Configure Azure CNI Overlay networking in Azure Kubernetes Service (AKS)
The traditional Azure Container Networking Interface (CNI) assigns a VNet IP address to every pod. It assigns this IP address from a prereserved set of IPs on every node or a separate subnet reserved for pods. This approach requires IP address planning and could lead to address exhaustion, which introduces difficulties scaling your clusters as your application demands grow.
With Azure CNI Overlay, the cluster nodes are deployed into an Azure Virtual Network (VNet) subnet. Pods are assigned IP addresses from a private CIDR logically different from the VNet hosting the nodes. Pod and node traffic within the cluster use an Overlay network. Network Address Translation (NAT) uses the node's IP address to reach resources outside the cluster. This solution saves a significant amount of VNet IP addresses and enables you to scale your cluster to large sizes. An extra advantage is that you can reuse the private CIDR in different AKS clusters, which extends the IP space available for containerized applications in Azure Kubernetes Service (AKS).
Overview of Overlay networking
In Overlay networking, only the Kubernetes cluster nodes are assigned IPs from a subnet. Pods receive IPs from a private CIDR provided at the time of cluster creation. Each node is assigned a /24
address space carved out from the same CIDR. Extra nodes created when you scale out a cluster automatically receive /24
address spaces from the same CIDR. Azure CNI assigns IPs to pods from this /24
space.
A separate routing domain is created in the Azure Networking stack for the pod's private CIDR space, which creates an Overlay network for direct communication between pods. There's no need to provision custom routes on the cluster subnet or use an encapsulation method to tunnel traffic between pods, which provides connectivity performance between pods on par with VMs in a VNet. Workloads running within the pods are not even aware that network address manipulation is happening.
Communication with endpoints outside the cluster, such as on-premises and peered VNets, happens using the node IP through NAT. Azure CNI translates the source IP (Overlay IP of the pod) of the traffic to the primary IP address of the VM, which enables the Azure Networking stack to route the traffic to the destination. Endpoints outside the cluster can't connect to a pod directly. You have to publish the pod's application as a Kubernetes Load Balancer service to make it reachable on the VNet.
You can provide outbound (egress) connectivity to the internet for Overlay pods using a Standard SKU Load Balancer or Managed NAT Gateway. You can also control egress traffic by directing it to a firewall using User Defined Routes on the cluster subnet.
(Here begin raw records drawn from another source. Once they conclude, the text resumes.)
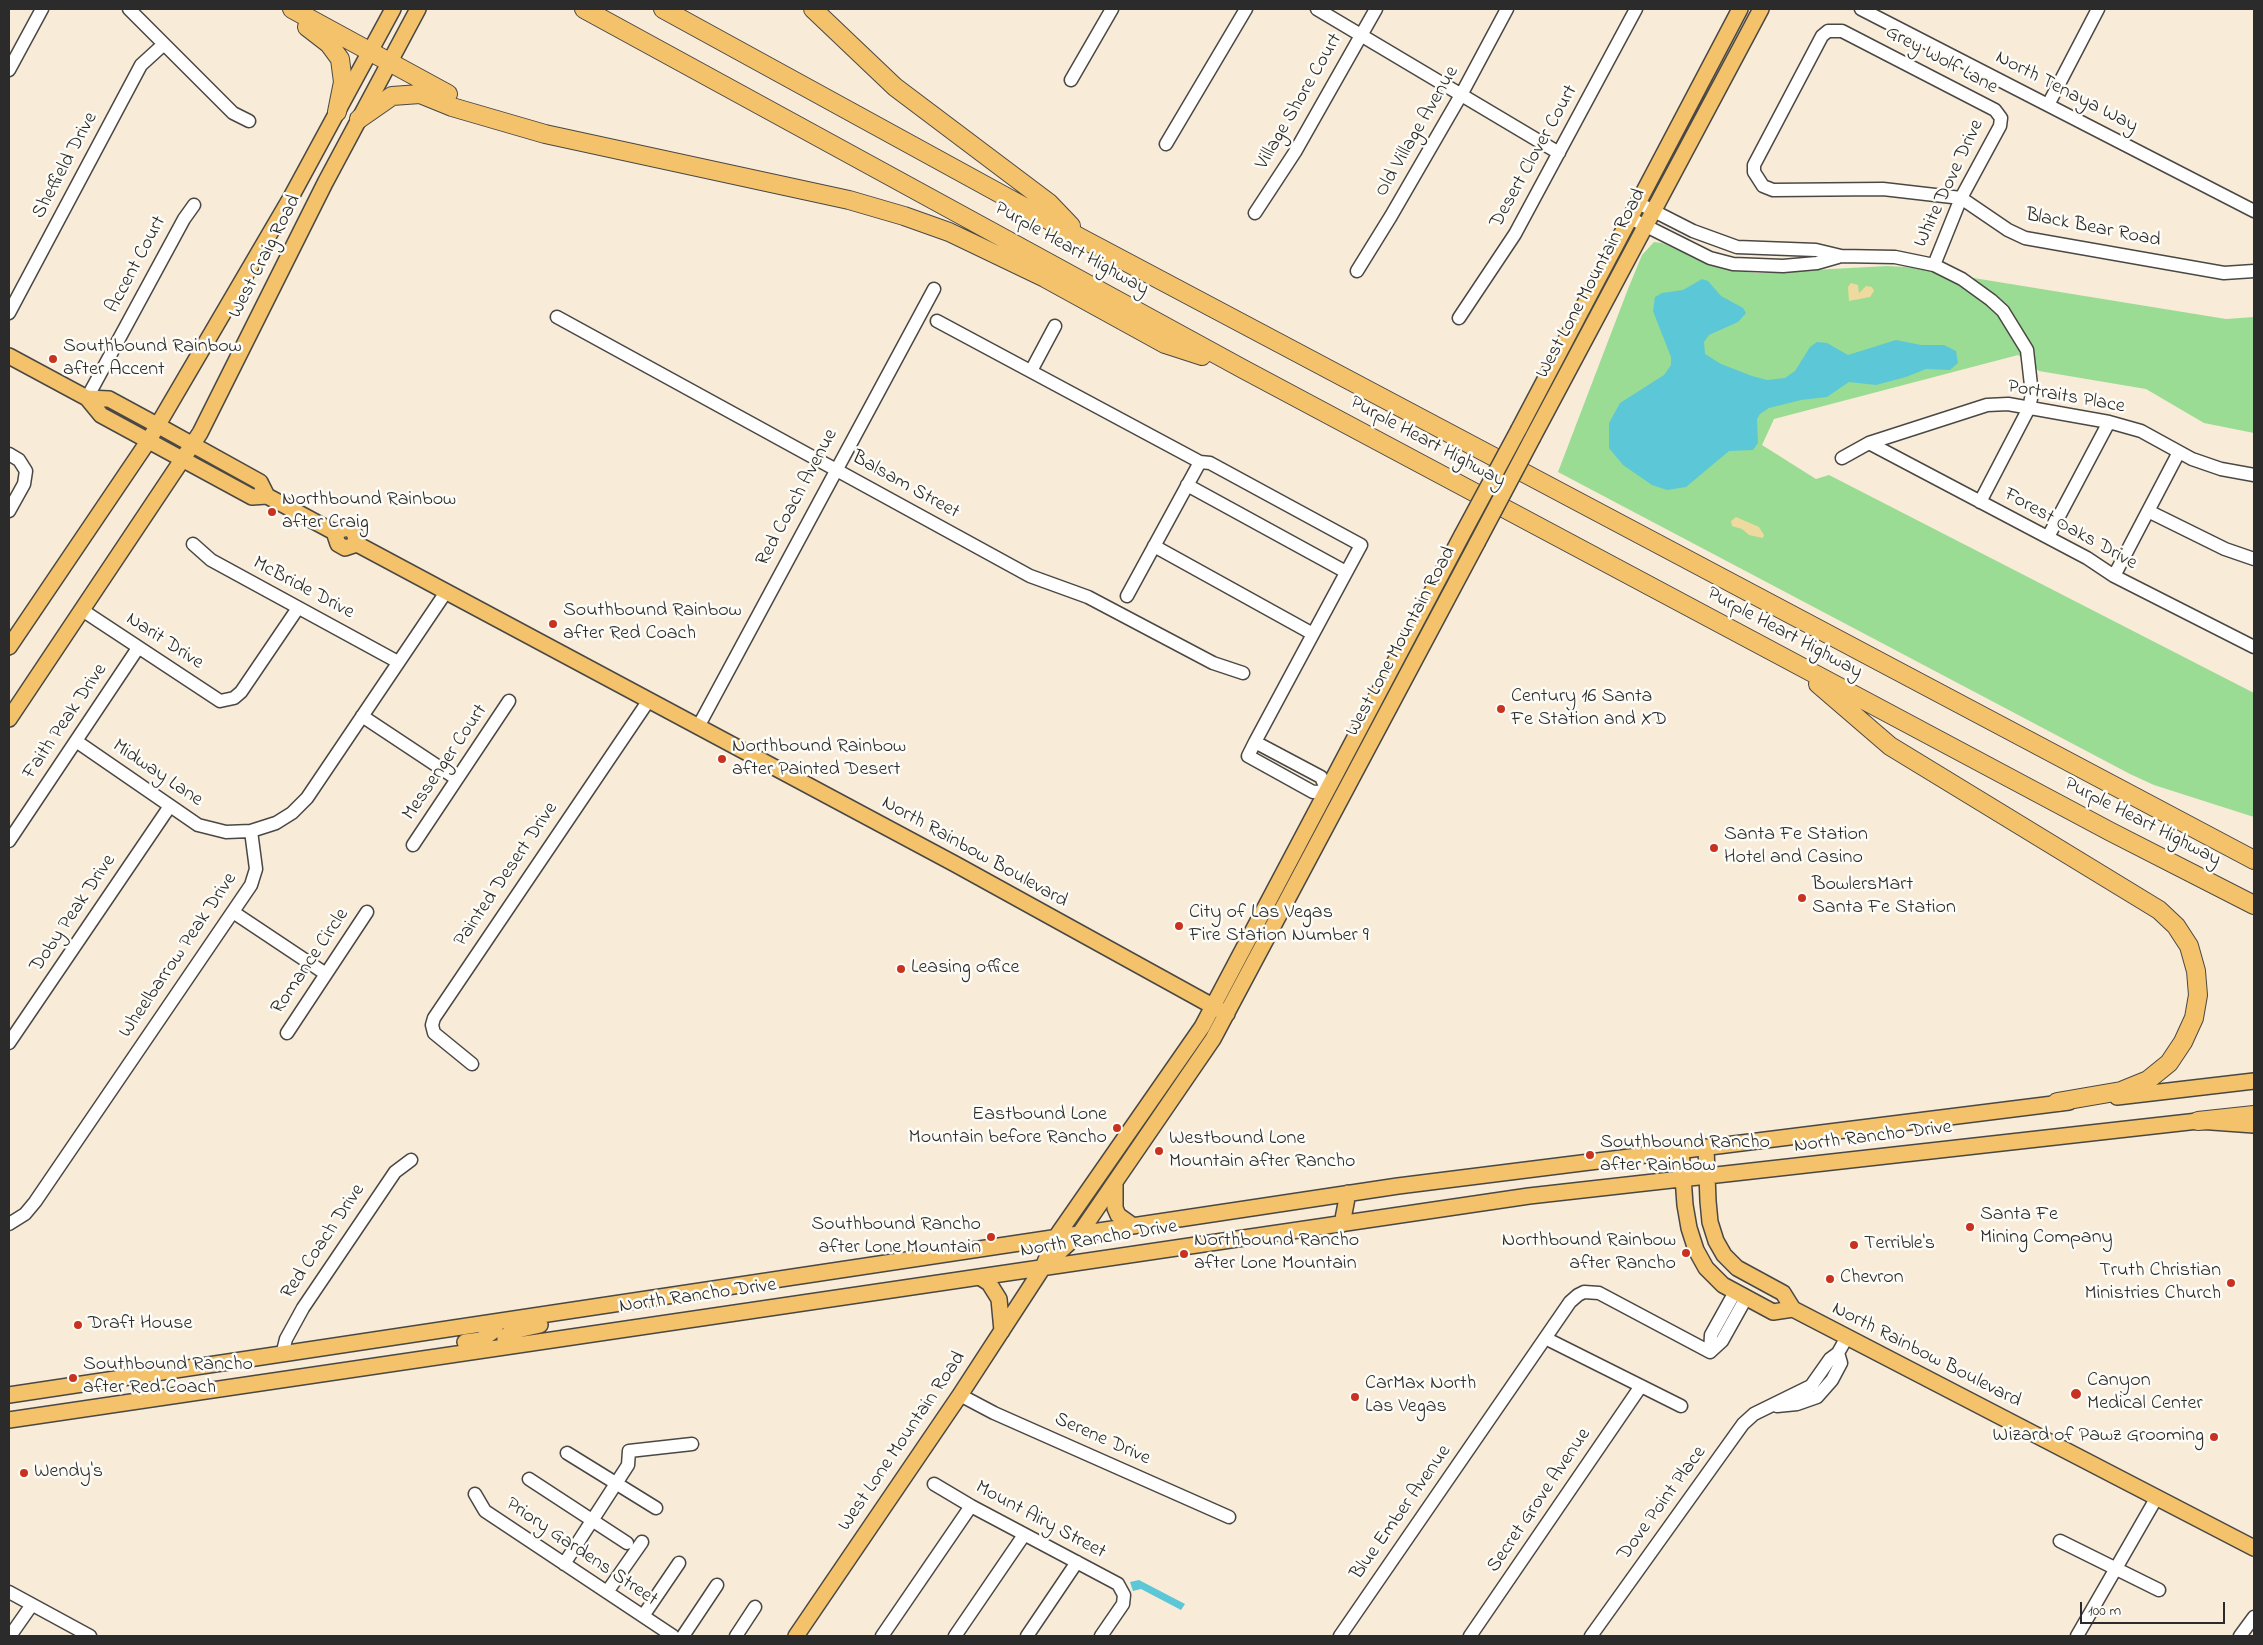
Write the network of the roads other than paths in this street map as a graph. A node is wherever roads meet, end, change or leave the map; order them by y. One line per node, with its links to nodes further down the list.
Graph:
1 (42, 9): 24 (street)
2 (129, 9): 21 (street)
3 (283, 9): 28 (highway)
4 (292, 9): 22 (highway)
5 (393, 9): 22 (main road, West Craig Road)
6 (418, 9): 23 (main road, West Craig Road)
7 (584, 9): 56 (highway, Purple Heart Highway)
8 (663, 9): 44 (highway, Purple Heart Highway)
9 (813, 9): 44 (highway)
10 (1112, 9): 25 (street)
11 (1246, 9): 33 (street)
12 (1317, 9): 20 (street)
13 (1376, 9): 20 (street, Village Shore Court)
14 (1507, 9): 26 (street, Old Village Avenue)
15 (1636, 9): 34 (street, Desert Clover Court)
16 (1740, 9): 37 (main road, West Lone Mountain Road)
17 (1761, 9): 39 (main road, West Lone Mountain Road)
18 (1861, 9): 27 (street, North Tenaya Way)
19 (2098, 9): 27 (street)
20 (1361, 35): 26 (street); 41 (street, Village Shore Court)
21 (164, 44): 32 (street); 50 (street, Sheffield Drive)
22 (370, 51): 23 (highway); 28 (main road, West Craig Road)
23 (389, 62): 29 (highway); 31 (main road, West Craig Road)
24 (9, 70)
25 (1071, 80)
26 (1461, 95): 34 (street); 47 (street, Old Village Avenue)
27 (2048, 105): 40 (street, North Tenaya Way)
28 (337, 112): 61 (main road, West Craig Road)
29 (488, 116): 31 (highway); 56 (highway)
30 (2000, 118): 35 (street, Grey Wolf Lane); 36 (street, White Dove Drive)
31 (358, 119): 64 (main road, West Craig Road)
32 (249, 121)
33 (1166, 144)
34 (1559, 153): 52 (street, Desert Clover Court)
35 (1758, 181): 36 (street, Black Bear Road)
36 (1961, 198): 46 (street, White Dove Drive); 48 (street, Black Bear Road)
37 (1638, 203): 39 (street); 42 (main road, West Lone Mountain Road)
38 (194, 205): 58 (street, Accent Court)
39 (1654, 211): 43 (main road, West Lone Mountain Road); 45 (street)
40 (2254, 211)
41 (1255, 213)
42 (1630, 218): 43 (street); 102 (main road, West Lone Mountain Road, bridge)
43 (1646, 226): 45 (street); 103 (main road, West Lone Mountain Road, bridge)
44 (1082, 238): 110 (highway, Purple Heart Highway)
45 (1841, 256): 46 (street)
46 (1934, 265): 59 (street)
47 (1357, 271)
48 (2254, 271)
49 (934, 289): 70 (street, Red Coach Avenue)
50 (9, 313)
51 (557, 317): 70 (street, Balsam Street)
52 (1459, 318)
53 (937, 321): 57 (street)
54 (1055, 326): 57 (street)
55 (9, 356): 58 (main road, North Rainbow Boulevard)
56 (1243, 369): 92 (highway, Purple Heart Highway)
57 (1031, 371): 69 (street)
58 (87, 398): 61 (main road, North Rainbow Boulevard); 62 (main road, North Rainbow Boulevard)
59 (2029, 408): 60 (street, Portraits Place); 63 (street, Portraits Place); 74 (street)
60 (2108, 422): 65 (street, Portraits Place); 77 (street)
61 (157, 425): 62 (main road, West Craig Road); 64 (main road, North Rainbow Boulevard)
62 (149, 440): 68 (main road, North Rainbow Boulevard); 88 (main road, West Craig Road)
63 (1869, 443): 67 (street, Portraits Place); 74 (street, Forest Oaks Drive)
64 (193, 444): 68 (main road, West Craig Road); 73 (main road, North Rainbow Boulevard)
65 (2179, 452): 71 (street, Portraits Place); 76 (street)
66 (9, 454): 75 (street)
67 (1842, 458)
68 (184, 459): 73 (main road, North Rainbow Boulevard); 86 (main road, West Craig Road)
69 (1200, 462): 72 (street); 81 (street)
70 (835, 469): 93 (street, Balsam Street); 98 (street, Red Coach Avenue)
71 (2254, 475)
72 (1187, 485): 79 (street); 81 (street)
73 (267, 496): 83 (main road, North Rainbow Boulevard)
74 (1980, 502): 77 (street, Forest Oaks Drive)
75 (9, 511)
76 (2148, 512): 80 (street); 82 (street)
77 (2048, 537): 82 (street, Forest Oaks Drive)
78 (194, 544): 85 (street, McBride Drive)
79 (1154, 546): 84 (street); 87 (street)
80 (2254, 559)
81 (1346, 572): 87 (street)
82 (2114, 576): 89 (street, Forest Oaks Drive)
83 (446, 592): 91 (street); 94 (main road, North Rainbow Boulevard)
84 (1127, 596)
85 (298, 608): 90 (street, Narit Drive); 91 (street, McBride Drive)
86 (82, 610): 90 (street, Narit Drive); 97 (main road, West Craig Road)
87 (1313, 634): 100 (street)
88 (9, 647)
89 (2254, 647)
90 (138, 648): 99 (street, Faith Peak Drive)
91 (398, 662): 96 (street)
92 (1793, 663): 113 (highway, Purple Heart Highway); 127 (highway)
93 (1243, 673)
94 (649, 700): 98 (main road, North Rainbow Boulevard); 125 (street, Painted Desert Drive)
95 (509, 701): 101 (street, Messenger Court)
96 (362, 716): 101 (street); 107 (street)
97 (9, 719)
98 (698, 727): 121 (main road, North Rainbow Boulevard)
99 (76, 741): 104 (street, Midway Lane); 108 (street, Faith Peak Drive)
100 (1256, 742): 102 (street); 102 (street)
101 (457, 779): 109 (street, Messenger Court)
102 (1327, 791): 103 (main road); 105 (main road, West Lone Mountain Road)
103 (1342, 799): 106 (main road, West Lone Mountain Road)
104 (170, 806): 107 (street, Midway Lane); 124 (street, Doby Peak Drive)
105 (1312, 821): 106 (main road); 111 (main road, West Lone Mountain Road)
106 (1326, 829): 112 (main road, West Lone Mountain Road)
107 (251, 831): 114 (street, Wheelbarrow Peak Drive)
108 (9, 841)
109 (413, 845)
110 (2254, 860)
111 (1287, 868): 112 (main road); 116 (main road, West Lone Mountain Road)
112 (1301, 875): 117 (main road, West Lone Mountain Road)
113 (2254, 905)
114 (233, 912): 120 (street); 138 (street, Wheelbarrow Peak Drive)
115 (367, 912): 120 (street, Romance Circle)
116 (1256, 927): 117 (main road); 118 (main road, West Lone Mountain Road)
117 (1270, 935): 119 (main road, West Lone Mountain Road)
118 (1245, 948): 119 (main road); 121 (main road, West Lone Mountain Road)
119 (1259, 956): 122 (main road, West Lone Mountain Road)
120 (326, 974): 123 (street, Romance Circle)
121 (1214, 1006): 122 (main road, North Rainbow Boulevard); 142 (main road, West Lone Mountain Road)
122 (1227, 1014): 136 (main road, West Lone Mountain Road)
123 (287, 1033)
124 (9, 1043)
125 (472, 1064)
126 (2254, 1081): 127 (main road, North Rancho Drive)
127 (2057, 1102): 131 (main road, North Rancho Drive)
128 (2254, 1115): 129 (highway)
129 (2198, 1121): 130 (main road, North Rancho Drive); 134 (main road, North Rancho Drive)
130 (2254, 1125)
131 (1706, 1147): 132 (main road, North Rancho Drive); 134 (main road, North Rainbow Boulevard)
132 (1681, 1149): 135 (main road, North Rainbow Boulevard); 137 (main road, North Rancho Drive)
133 (411, 1160): 153 (street, Red Coach Drive)
134 (1707, 1177): 135 (main road, North Rancho Drive); 146 (main road, North Rainbow Boulevard)
135 (1683, 1180): 139 (main road, North Rancho Drive); 145 (main road, North Rainbow Boulevard)
136 (1115, 1182): 140 (main road); 141 (main road, West Lone Mountain Road)
137 (1348, 1193): 139 (main road); 140 (main road, North Rancho Drive)
138 (9, 1224)
139 (1342, 1224): 143 (main road, North Rancho Drive)
140 (1132, 1225): 141 (main road, North Rancho Drive)
141 (1080, 1233): 142 (main road, North Rancho Drive); 143 (main road, West Lone Mountain Road)
142 (1056, 1237): 143 (main road, West Lone Mountain Road); 147 (main road, North Rancho Drive)
143 (1042, 1268): 144 (main road, North Rancho Drive); 149 (main road, West Lone Mountain Road)
144 (981, 1278): 149 (main road); 152 (main road, North Rancho Drive)
145 (1741, 1295): 146 (main road, North Rainbow Boulevard); 151 (street, Blue Ember Avenue)
146 (1793, 1310): 150 (main road, North Rainbow Boulevard)
147 (560, 1313): 148 (main road, North Rancho Drive); 152 (main road)
148 (498, 1322): 153 (main road, North Rancho Drive); 154 (main road)
149 (1002, 1331): 157 (main road, West Lone Mountain Road)
150 (1847, 1337): 166 (main road, North Rainbow Boulevard); 200 (street, Dove Point Place)
151 (1546, 1338): 155 (street); 198 (street, Blue Ember Avenue)
152 (505, 1346): 154 (main road, North Rancho Drive)
153 (282, 1355): 156 (main road, North Rancho Drive)
154 (422, 1358): 159 (main road, North Rancho Drive)
155 (1641, 1386): 158 (street); 199 (street, Secret Grove Avenue)
156 (9, 1395)
157 (960, 1395): 169 (street, Serene Drive); 193 (main road, West Lone Mountain Road)
158 (1681, 1406)
159 (9, 1420)
160 (692, 1444): 163 (street)
161 (567, 1453): 163 (street)
162 (529, 1479): 170 (street)
163 (616, 1484): 168 (street); 170 (street)
164 (934, 1484): 167 (street, Mount Airy Street)
165 (475, 1494): 178 (street, Priory Gardens Street)
166 (2157, 1497): 175 (main road, North Rainbow Boulevard); 179 (street)
167 (970, 1506): 171 (street, Mount Airy Street); 194 (street)
168 (656, 1508)
169 (1229, 1517)
170 (592, 1522): 174 (street); 178 (street)
171 (1024, 1535): 176 (street, Mount Airy Street); 195 (street)
172 (2060, 1541): 179 (street)
173 (642, 1542): 183 (street)
174 (627, 1543)
175 (2254, 1548)
176 (1077, 1562): 196 (street); 197 (street, Mount Airy Street)
177 (679, 1563): 186 (street)
178 (564, 1564): 183 (street, Priory Gardens Street)
179 (2117, 1569): 181 (street); 201 (street)
180 (717, 1585): 191 (street)
181 (2159, 1590)
182 (9, 1592): 184 (street)
183 (607, 1592): 186 (street, Priory Gardens Street)
184 (31, 1606): 188 (street); 189 (street)
185 (755, 1607): 192 (street)
186 (643, 1616): 190 (street, Priory Gardens Street)
187 (2254, 1617): 202 (street)
188 (10, 1636)
189 (90, 1636)
190 (670, 1636)
191 (684, 1636)
192 (736, 1636)
193 (796, 1636)
194 (882, 1636)
195 (955, 1636)
196 (1027, 1636)
197 (1101, 1636)
198 (1340, 1636)
199 (1470, 1636)
200 (1591, 1636)
201 (2077, 1636)
202 (2240, 1636)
You can configure ingress connectivity to the cluster using an ingress controller, such as Nginx or HTTP application routing. You cannot configure ingress connectivity using Azure App Gateway. For details see Limitations with Azure CNI Overlay.
Limitations
Azure CNI Overlay networking in AKS currently has the following limitations:
- In case you are using your own subnet to deploy the cluster, the names of the subnet, VNET and resource group which contains the VNET, must be 63 characters or less. This comes from the fact that these names will be used as labels in AKS worker nodes, and are therefore subjected to Kubernetes label syntax rules.
Regional availability for ARM64 node pools
Azure CNI Overlay is currently unavailable for ARM64 node pools in the following regions:
- East US 2
- France Central
- Southeast Asia
- South Central US
- West Europe
- West US 3
Differences between Kubenet and Azure CNI Overlay
Like Azure CNI Overlay, Kubenet assigns IP addresses to pods from an address space logically different from the VNet, but it has scaling and other limitations. The below table provides a detailed comparison between Kubenet and Azure CNI Overlay. If you don't want to assign VNet IP addresses to pods due to IP shortage, we recommend using Azure CNI Overlay.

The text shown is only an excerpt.